The purpose of this practice is to return to you the simple skills of being human by leaving behind the empty spectacle of misery and confusion.

John

I think that pointing out that attention exercises are time limited is a good reminder. I find this to be true as well, Carla. I don't need attention exercises as much anymore. I do use the breath counting when I wake up at night and can't fall back asleep, but fortunately my spate of insomnia seems to be gone for now. I also use them situationally if I am in a stressful situation. It seems the stressors are external these days and not internally generated as the habits of fear lose their momentum. I let my attention find its balance without much thought about it. Sometimes I drift and need to refocus, but this has happened all my life. I do find that when I need to focus I can and that I am much less avoidant of thoughts or situations I find uncomfortable.

.

"I mean, if you have been truly freed, why would you continue to attend meetings, read spiritual literature, and seek solace in meditation?"
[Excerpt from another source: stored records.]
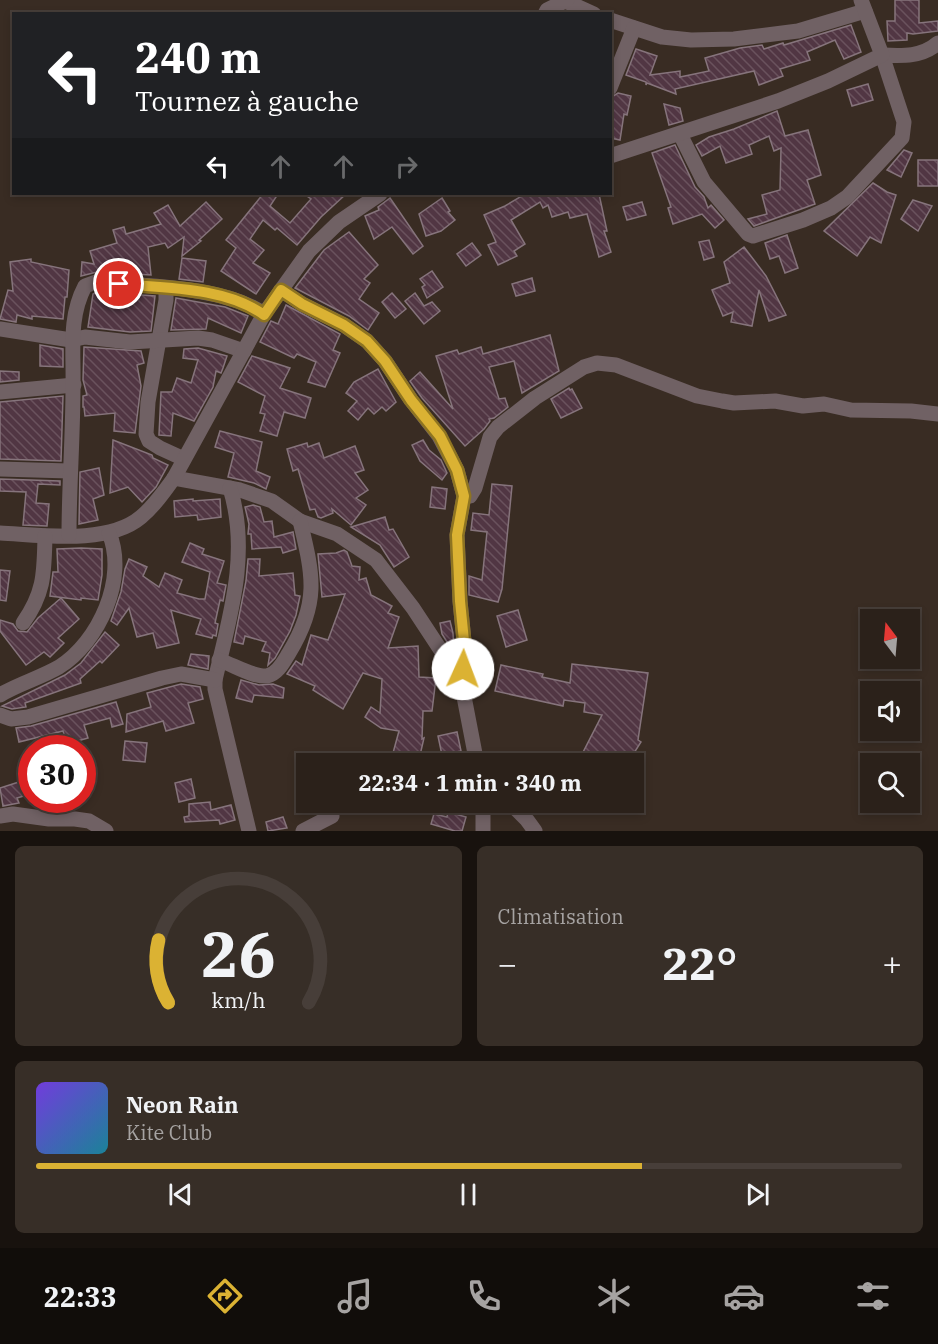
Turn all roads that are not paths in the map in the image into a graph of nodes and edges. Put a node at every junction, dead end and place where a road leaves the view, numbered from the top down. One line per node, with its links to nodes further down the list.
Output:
1 (566, 0): 3 (street); 4 (street)
2 (863, 5): 6 (street); 8 (street)
3 (547, 12)
4 (590, 12)
5 (612, 21): 6 (street)
6 (634, 28): 9 (street)
7 (938, 43): 8 (street)
8 (882, 55): 10 (street); 10 (street)
9 (612, 83)
10 (680, 134): 11 (street)
11 (612, 155)
12 (379, 195): 14 (street)
13 (166, 288): 15 (street); 17 (street); 18 (street)
14 (281, 290): 15 (street); 28 (street)
15 (264, 315): 19 (street)
16 (0, 329): 17 (street)
17 (71, 339): 18 (street); 20 (street)
18 (159, 341): 19 (street); 23 (street)
19 (244, 351): 23 (street)
20 (74, 386): 21 (street); 25 (street)
21 (0, 392)
22 (938, 414): 28 (street)
23 (184, 459): 26 (street)
24 (0, 469): 25 (street)
25 (69, 471): 32 (street)
26 (174, 478): 27 (street); 31 (street)
27 (230, 488): 29 (street); 35 (street)
28 (464, 496): 37 (street)
29 (300, 521): 35 (street); 37 (street)
30 (0, 533): 33 (street)
31 (109, 533): 32 (street); 38 (street)
32 (69, 535): 33 (street)
33 (45, 536): 34 (street)
34 (23, 623)
35 (219, 660): 36 (street)
36 (215, 680): 39 (street); 46 (street)
37 (461, 681): 40 (street)
38 (0, 695)
39 (0, 715)
40 (475, 753)
41 (483, 813): 48 (street)
42 (520, 813): 49 (street)
43 (0, 816): 45 (street)
44 (333, 816): 47 (street)
45 (106, 831)
46 (249, 831)
47 (303, 831)
48 (483, 831)
49 (535, 831)

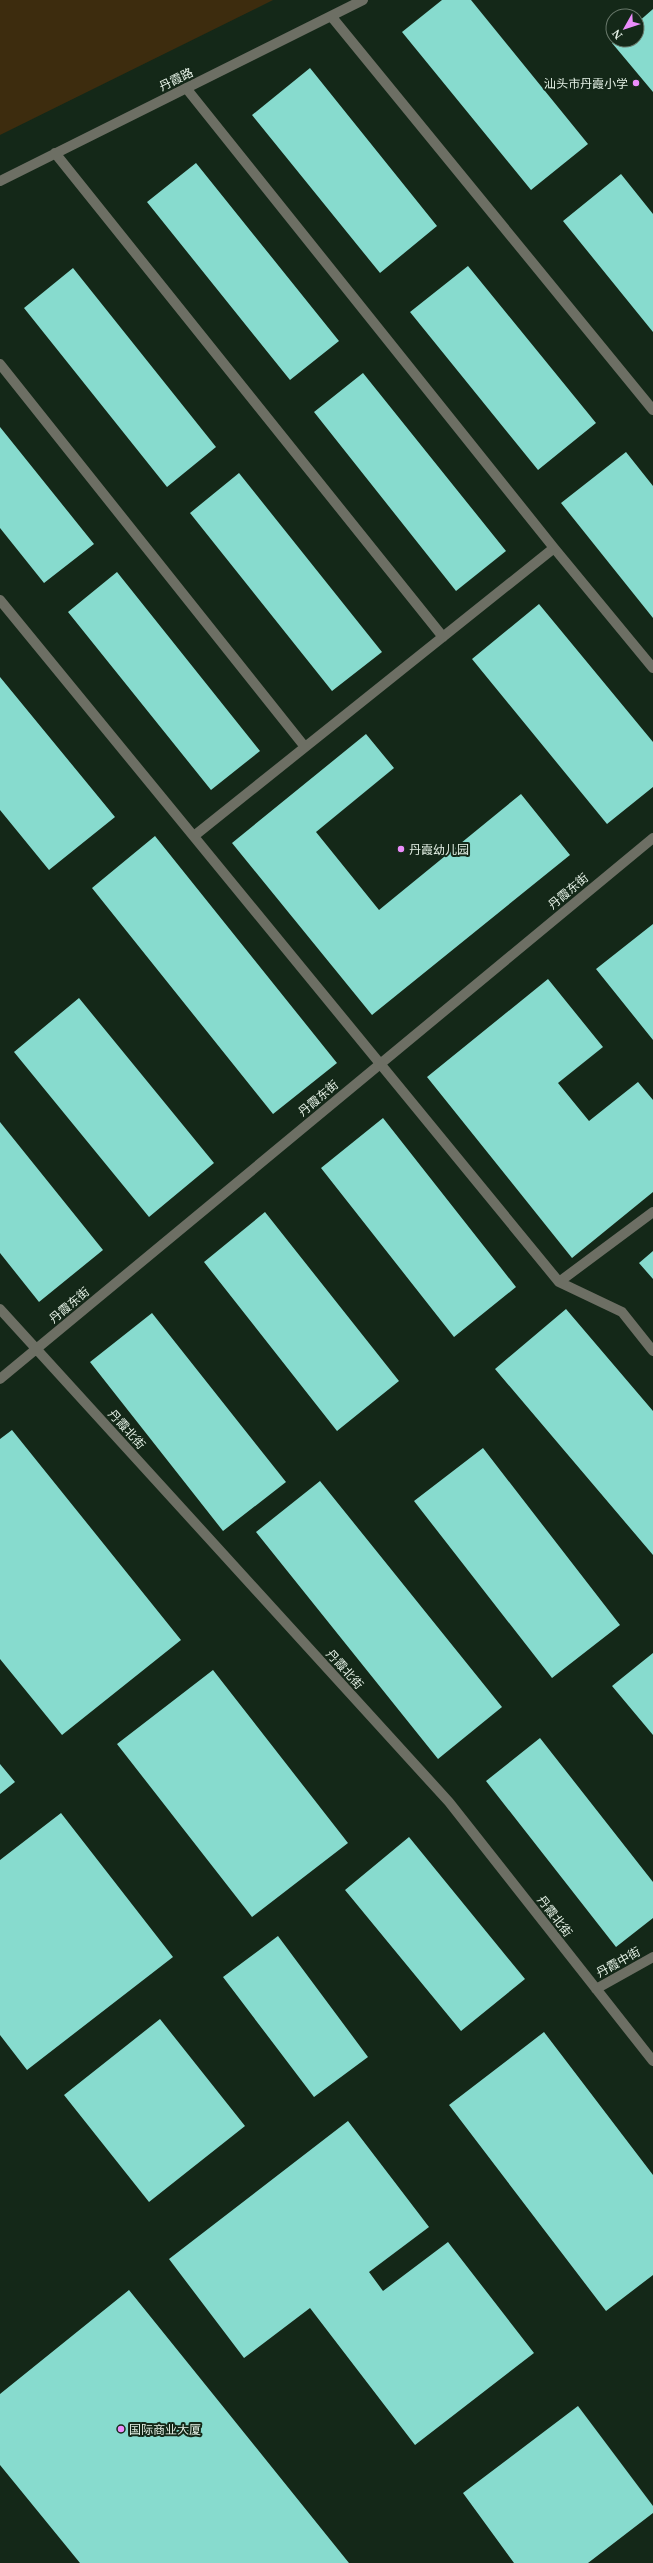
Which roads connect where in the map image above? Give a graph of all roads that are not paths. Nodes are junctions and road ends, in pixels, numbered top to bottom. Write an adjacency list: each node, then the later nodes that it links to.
1 (363, 0): 2 (street, 丹霞路)
2 (332, 16): 3 (street, 丹霞路); 7 (street)
3 (186, 88): 4 (street, 丹霞路); 8 (street)
4 (55, 153): 5 (street, 丹霞路); 10 (street)
5 (0, 181)
6 (0, 364): 12 (street)
7 (653, 410)
8 (554, 548): 10 (street); 11 (street)
9 (0, 600): 13 (street)
10 (443, 636): 12 (street)
11 (653, 668)
12 (305, 747): 13 (street)
13 (194, 836): 15 (street)
14 (653, 838): 15 (street, 丹霞东街)
15 (381, 1063): 17 (street); 19 (street, 丹霞东街)
16 (653, 1212): 17 (street)
17 (559, 1282): 20 (street)
18 (0, 1309): 19 (street, 丹霞北街)
19 (36, 1349): 21 (street, 丹霞东街); 23 (street, 丹霞北街)
20 (653, 1350)
21 (0, 1379)
22 (653, 1957): 23 (street, 丹霞中街)
23 (596, 1988): 24 (street, 丹霞北街)
24 (653, 2061)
You needn't--eventually. The thing of it is that when the fear is gone, the fear never was. So eventually the relevancy of anything to solve a problem you don't have fades away.

That the resort to further teaching, after just one look, is a waste of time is noticed by this question. Once this so called context of fear is broken, it simply cannot be put back together again. So do we skid to a halt quickly our reflexive momentum or do we bang all the way down the lazy way to the end. Either way, as you have looked at me you are sane.

Good posts, Paul. Good question by John. It's one I've noticed spiritual seekers aren't comfortable with. There's always that trip to India if nothing else works......I've saved a lot by not buying books.